News

The Biggest Type 1 Diabetes Prevention Trial for Babies Has Passed an Important Milestone

Baby Holly from Svedala in southern Sweden is participant number 520 in the type 1 diabetes prevention trial POInT. One of Europe’s largest type 1 diabetes research cooperations has thus passed a significant milestone.

POInT participant Baby Holly from Sweden. Source: Clinical Research Centre, Lunds Universitet

Including Baby Holly into the Primary Oral Insulin Trial POINT has led the international platform GPPAD (“The Global Platform for the Prevention of Autoimmune Diabetes”) halfway through the targeted 1040 participants across Europe. Holly’s father Markus is affected by type 1-diabetes. Her mother Jinni is glad, that her daughter is participating I the study. “We have not been worried, but we think it is good that we can keep track of her”, says Jinni.

The POInT study aims to train the immune system and by this prevent type 1 diabetes in children with an increased genetic risk for the disease. Study sites in Germany, Sweden, Belgium, Poland, and Great Britain started working on the innovative trial in November 2017, among them the research team around Prof. Dr. Anette-Gabriele Ziegler, Director of the Institute of Diabetes Research at the Helmholtz Zentrum München. “We are very happy to have reached this important mark in our recruitment efforts and would like to express our gratitude towards the participating families”, Prof. Ziegler states. “If oral insulin proves to be effective against type 1 diabetes, our vision of a world without type 1 diabetes will be a big step closer. But already today, the families benefit from early detection through counseling and the excellent medical care that all of our study sites provide, including a reduction of complications in the event that they are diagnosed with type 1 diabetes.”

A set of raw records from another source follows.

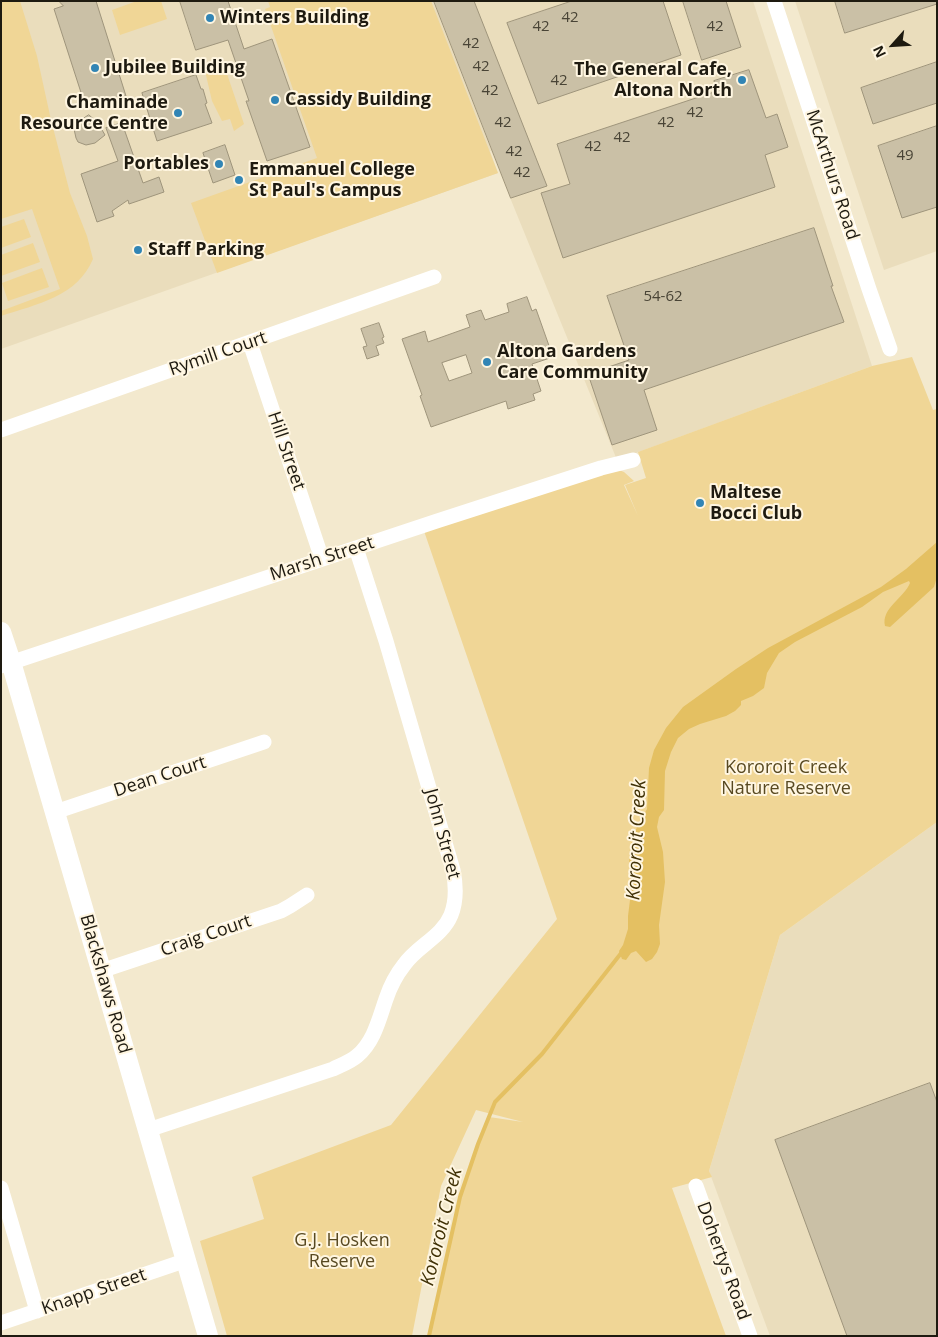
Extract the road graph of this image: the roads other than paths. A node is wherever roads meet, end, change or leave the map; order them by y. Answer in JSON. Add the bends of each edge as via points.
{"nodes":[{"id":1,"x":774,"y":1,"type":"edge"},
{"id":2,"x":434,"y":277,"type":"dead end"},
{"id":3,"x":250,"y":343,"type":"junction"},
{"id":4,"x":890,"y":349,"type":"dead end"},
{"id":5,"x":1,"y":430,"type":"edge"},
{"id":6,"x":633,"y":460,"type":"dead end"},
{"id":7,"x":356,"y":548,"type":"junction"},
{"id":8,"x":322,"y":559,"type":"junction"},
{"id":9,"x":1,"y":632,"type":"edge"},
{"id":10,"x":6,"y":664,"type":"edge"},
{"id":11,"x":264,"y":742,"type":"dead end"},
{"id":12,"x":55,"y":812,"type":"junction"},
{"id":13,"x":307,"y":895,"type":"dead end"},
{"id":14,"x":101,"y":971,"type":"junction"},
{"id":15,"x":148,"y":1130,"type":"junction"},
{"id":16,"x":696,"y":1186,"type":"dead end"},
{"id":17,"x":1,"y":1188,"type":"edge"},
{"id":18,"x":187,"y":1260,"type":"junction"},
{"id":19,"x":37,"y":1311,"type":"junction"},
{"id":20,"x":1,"y":1322,"type":"edge"},
{"id":21,"x":208,"y":1336,"type":"edge"},
{"id":22,"x":750,"y":1336,"type":"edge"}],
"edges":[{"from":1,"to":4,"type":"street","name":"McArthurs Road"},
{"from":2,"to":3,"type":"street","name":"Rymill Court"},
{"from":3,"to":5,"type":"street","name":"Rymill Court"},
{"from":3,"to":8,"type":"street","name":"Hill Street"},
{"from":6,"to":7,"type":"street","name":"Marsh Street"},
{"from":7,"to":8,"type":"street","name":"Marsh Street"},
{"from":7,"to":15,"type":"street","name":"John Street","via":[[453,870],[456,888],[451,916],[434,937],[404,963],[390,988],[373,1035],[358,1055],[333,1069]]},
{"from":8,"to":10,"type":"street","name":"Marsh Street"},
{"from":9,"to":10,"type":"main road","name":"Blackshaws Road"},
{"from":10,"to":12,"type":"main road","name":"Blackshaws Road"},
{"from":11,"to":12,"type":"street","name":"Dean Court"},
{"from":12,"to":14,"type":"main road","name":"Blackshaws Road"},
{"from":13,"to":14,"type":"street","name":"Craig Court","via":[[281,911]]},
{"from":14,"to":15,"type":"main road","name":"Blackshaws Road"},
{"from":15,"to":18,"type":"main road","name":"Blackshaws Road"},
{"from":16,"to":22,"type":"street","name":"Dohertys Road"},
{"from":17,"to":19,"type":"street"},
{"from":18,"to":19,"type":"street","name":"Knapp Street"},
{"from":18,"to":21,"type":"main road","name":"Blackshaws Road"},
{"from":19,"to":20,"type":"street","name":"Knapp Street"}]}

In order to take part in the POInT study, newborns until the age of 4 months are screened for an increased risk of developing type 1 diabetes. Only a few drops of blood are needed for the screening as taken directly form umbilical cord at birth or later from the child’s hand or heel. Parents have the opportunity free of charge to test their children in this test in Bavaria, Saxony, Thuringia and Lower Saxony.

GPPAD is funded by The Leona M. and Harry B. Helmsley Charitable Trust.